Targeting cancer-associated fibroblasts in immunotherapy

Abstract Cancer-associated fibroblasts (CAF) are the most prevalent tumor stroma cells and greatly influence the development of cancer by regulating the tumor microenvironment (TME) in various ways. CAF provide a physical support for cancer to grow and metastasize through remodeling of TMEs, and secrete various signaling substances that promote tumor progression or metabolically provide energy sources necessary for cancer proliferation. In particular, CAF promote the ability of a tumor to escape immune surveillance by interacting with various immune cells.

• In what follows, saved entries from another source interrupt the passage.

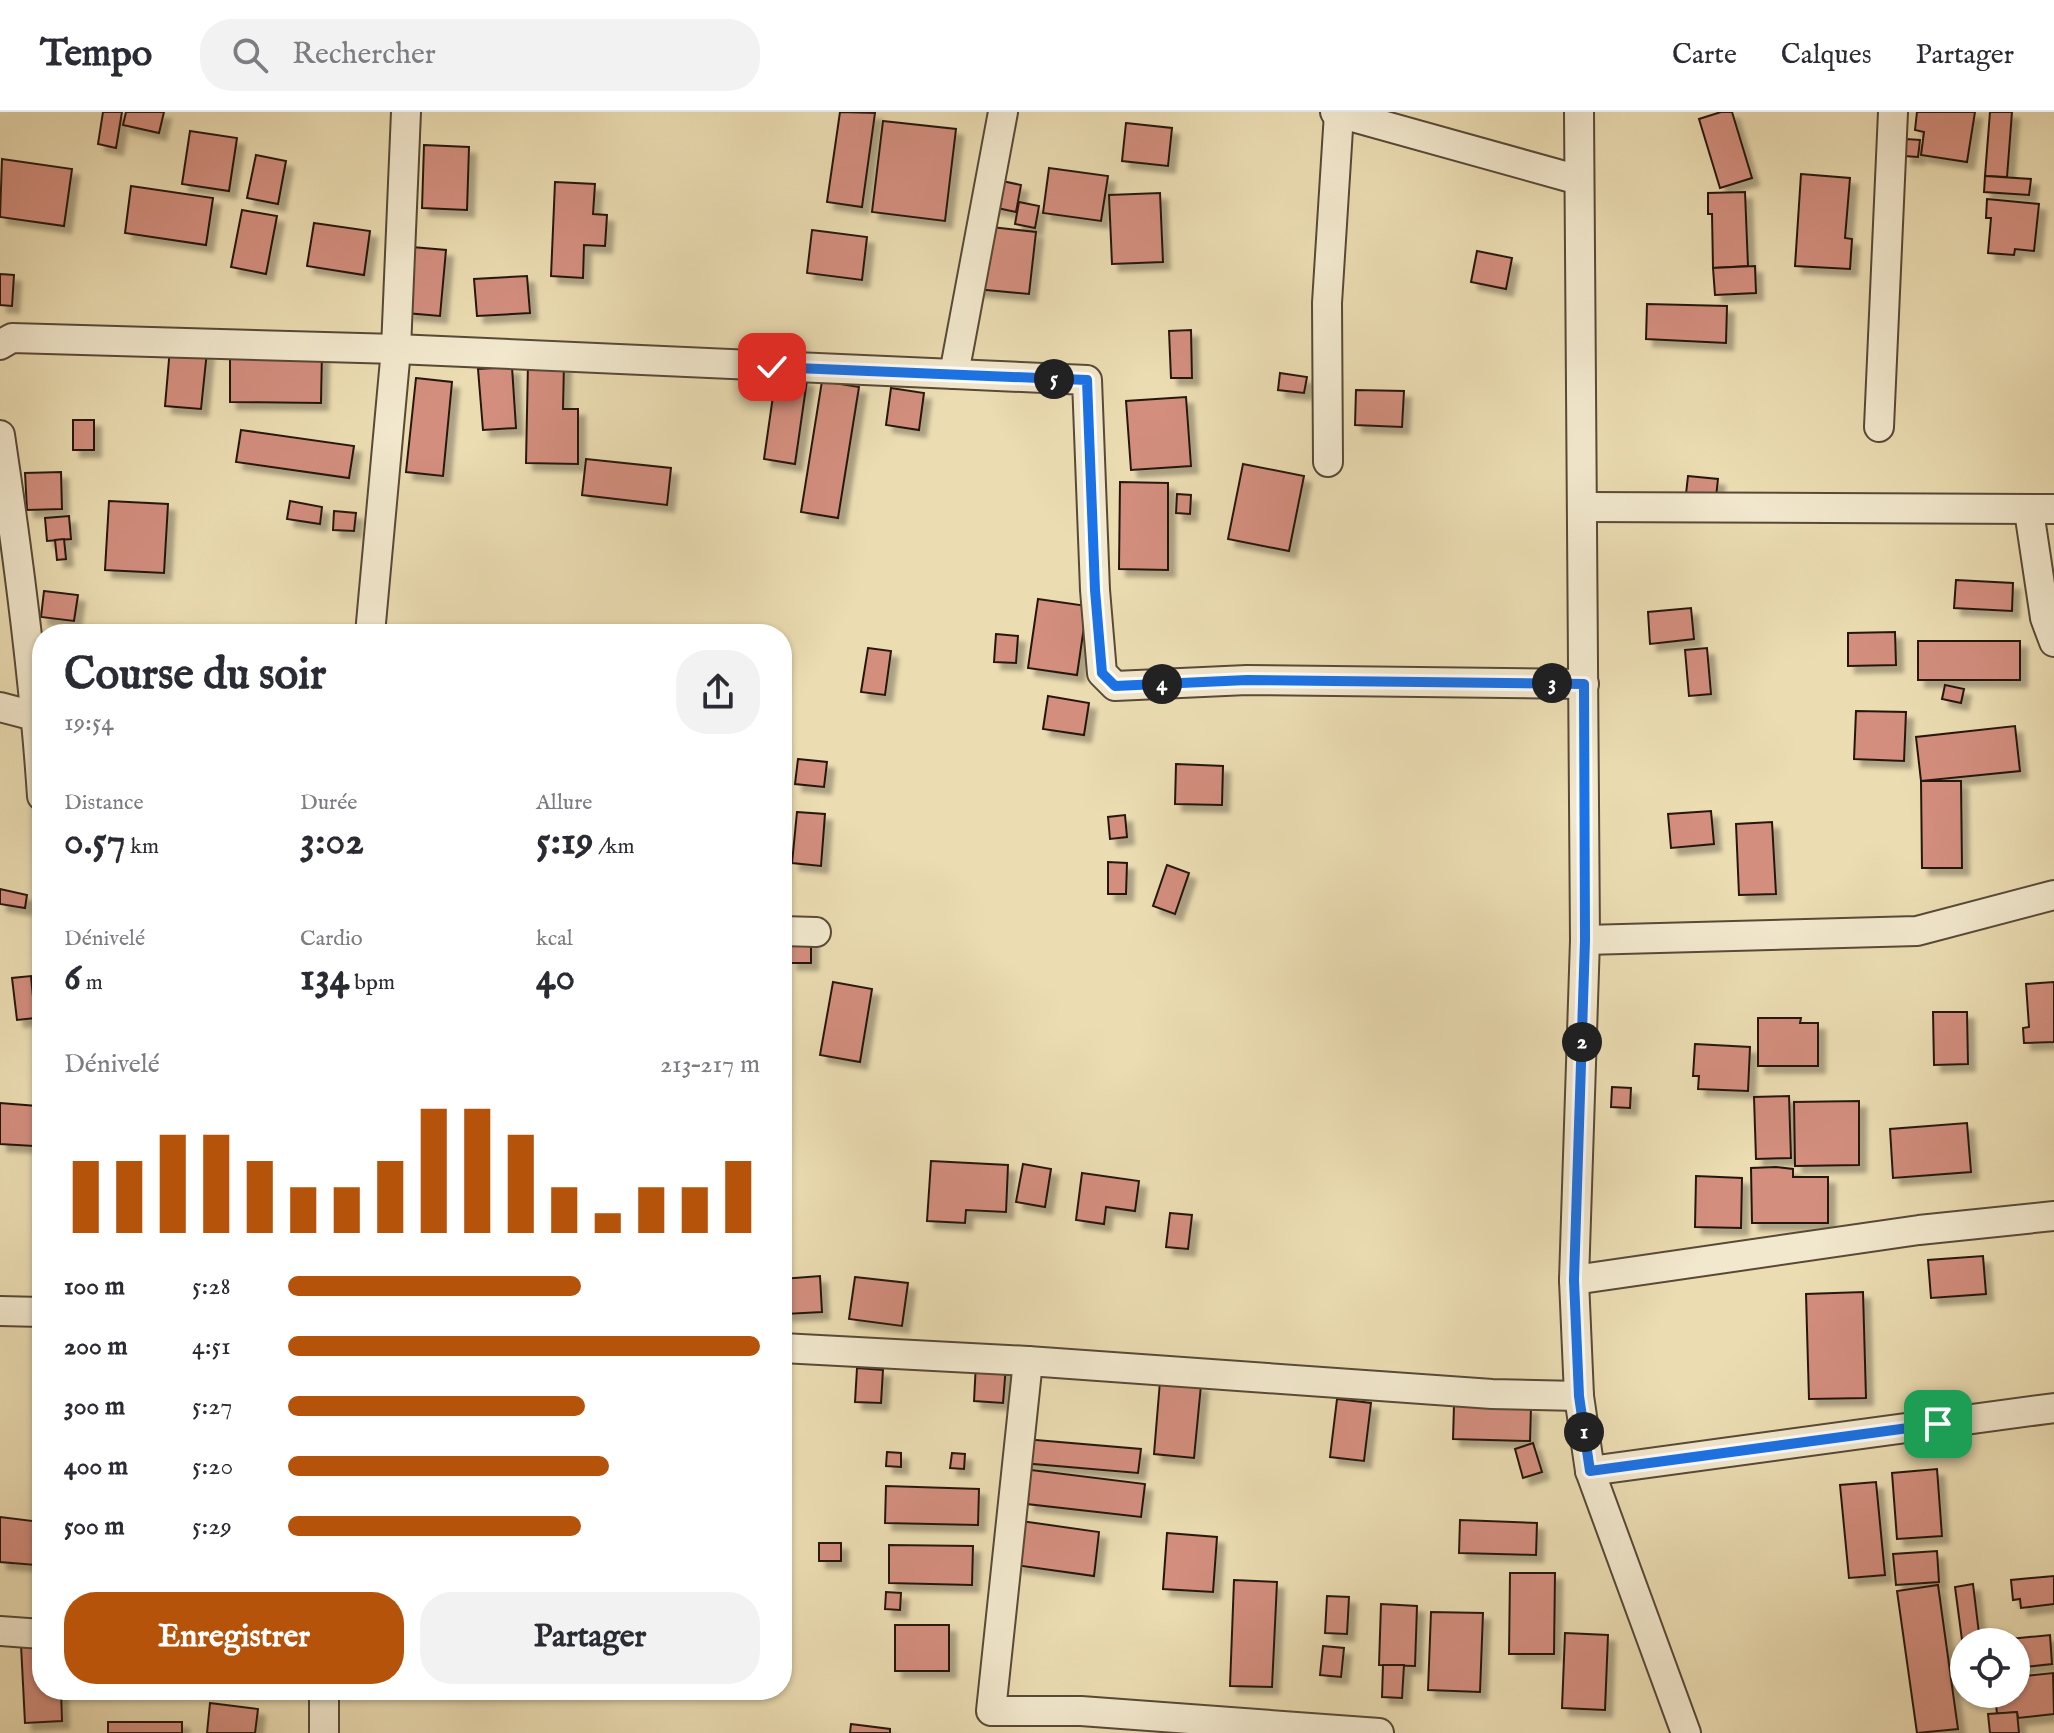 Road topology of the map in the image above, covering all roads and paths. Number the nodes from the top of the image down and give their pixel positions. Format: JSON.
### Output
{"nodes":[{"id":1,"x":406,"y":112,"type":"edge"},
{"id":2,"x":1003,"y":112,"type":"edge"},
{"id":3,"x":1337,"y":112,"type":"edge"},
{"id":4,"x":1579,"y":112,"type":"edge"},
{"id":5,"x":1893,"y":112,"type":"edge"},
{"id":6,"x":1579,"y":180,"type":"junction"},
{"id":7,"x":0,"y":345,"type":"edge"},
{"id":8,"x":396,"y":349,"type":"junction"},
{"id":9,"x":954,"y":374,"type":"junction"},
{"id":10,"x":1879,"y":427,"type":"dead end"},
{"id":11,"x":0,"y":435,"type":"edge"},
{"id":12,"x":1328,"y":462,"type":"dead end"},
{"id":13,"x":1582,"y":507,"type":"junction"},
{"id":14,"x":2042,"y":510,"type":"edge"},
{"id":15,"x":371,"y":624,"type":"edge"},
{"id":16,"x":2054,"y":642,"type":"edge"},
{"id":17,"x":32,"y":663,"type":"edge"},
{"id":18,"x":1584,"y":684,"type":"junction"},
{"id":19,"x":0,"y":707,"type":"edge"},
{"id":20,"x":32,"y":715,"type":"edge"},
{"id":21,"x":2054,"y":895,"type":"edge"},
{"id":22,"x":792,"y":931,"type":"edge"},
{"id":23,"x":816,"y":932,"type":"dead end"},
{"id":24,"x":1585,"y":940,"type":"junction"},
{"id":25,"x":2054,"y":1216,"type":"edge"},
{"id":26,"x":1574,"y":1280,"type":"junction"},
{"id":27,"x":0,"y":1311,"type":"edge"},
{"id":28,"x":32,"y":1312,"type":"edge"},
{"id":29,"x":792,"y":1349,"type":"edge"},
{"id":30,"x":1028,"y":1361,"type":"junction"},
{"id":31,"x":1579,"y":1396,"type":"junction"},
{"id":32,"x":2054,"y":1408,"type":"edge"},
{"id":33,"x":1590,"y":1471,"type":"junction"},
{"id":34,"x":0,"y":1631,"type":"edge"},
{"id":35,"x":32,"y":1633,"type":"edge"},
{"id":36,"x":324,"y":1700,"type":"edge"},
{"id":37,"x":324,"y":1733,"type":"edge"},
{"id":38,"x":1379,"y":1733,"type":"edge"},
{"id":39,"x":1686,"y":1733,"type":"edge"}],
"edges":[{"from":1,"to":8,"type":"street"},
{"from":2,"to":9,"type":"street"},
{"from":3,"to":6,"type":"street"},
{"from":3,"to":12,"type":"street"},
{"from":4,"to":6,"type":"street"},
{"from":5,"to":10,"type":"street"},
{"from":6,"to":13,"type":"street"},
{"from":7,"to":8,"type":"street"},
{"from":8,"to":9,"type":"street"},
{"from":8,"to":15,"type":"street"},
{"from":9,"to":18,"type":"street"},
{"from":11,"to":17,"type":"street"},
{"from":13,"to":14,"type":"street"},
{"from":13,"to":18,"type":"street"},
{"from":14,"to":16,"type":"street"},
{"from":18,"to":24,"type":"street"},
{"from":19,"to":20,"type":"street"},
{"from":21,"to":24,"type":"street"},
{"from":22,"to":23,"type":"street"},
{"from":24,"to":26,"type":"street"},
{"from":25,"to":26,"type":"street"},
{"from":26,"to":31,"type":"street"},
{"from":27,"to":28,"type":"street"},
{"from":29,"to":30,"type":"street"},
{"from":30,"to":31,"type":"street"},
{"from":30,"to":38,"type":"street"},
{"from":31,"to":33,"type":"street"},
{"from":32,"to":33,"type":"street"},
{"from":33,"to":39,"type":"street"},
{"from":34,"to":35,"type":"street"},
{"from":36,"to":37,"type":"street"}]}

Therefore, understanding and targeting CAF are critical aspects of the success or failure of anti-cancer treatment. Given the limited therapeutic outcomes of chemotherapy or immunotherapy, increasing research interest has focused on the importance of CAF in anticancer immunotherapy. To date, various targeting strategies and nanomaterials have been applied for CAF targeting to potentiate the efficacy of immunotherapy. Regardless of the approach, a common concept has been the deactivation or elimination of CAF, with the goal of suppressing the immune-regulating mechanisms of CAF, remodeling the TME, and increasing immunotherapeutic effects alone or combination with existing immunotherapy. This chapter reviews the concepts and research trends of CAF targeting and suggests directions for future efforts.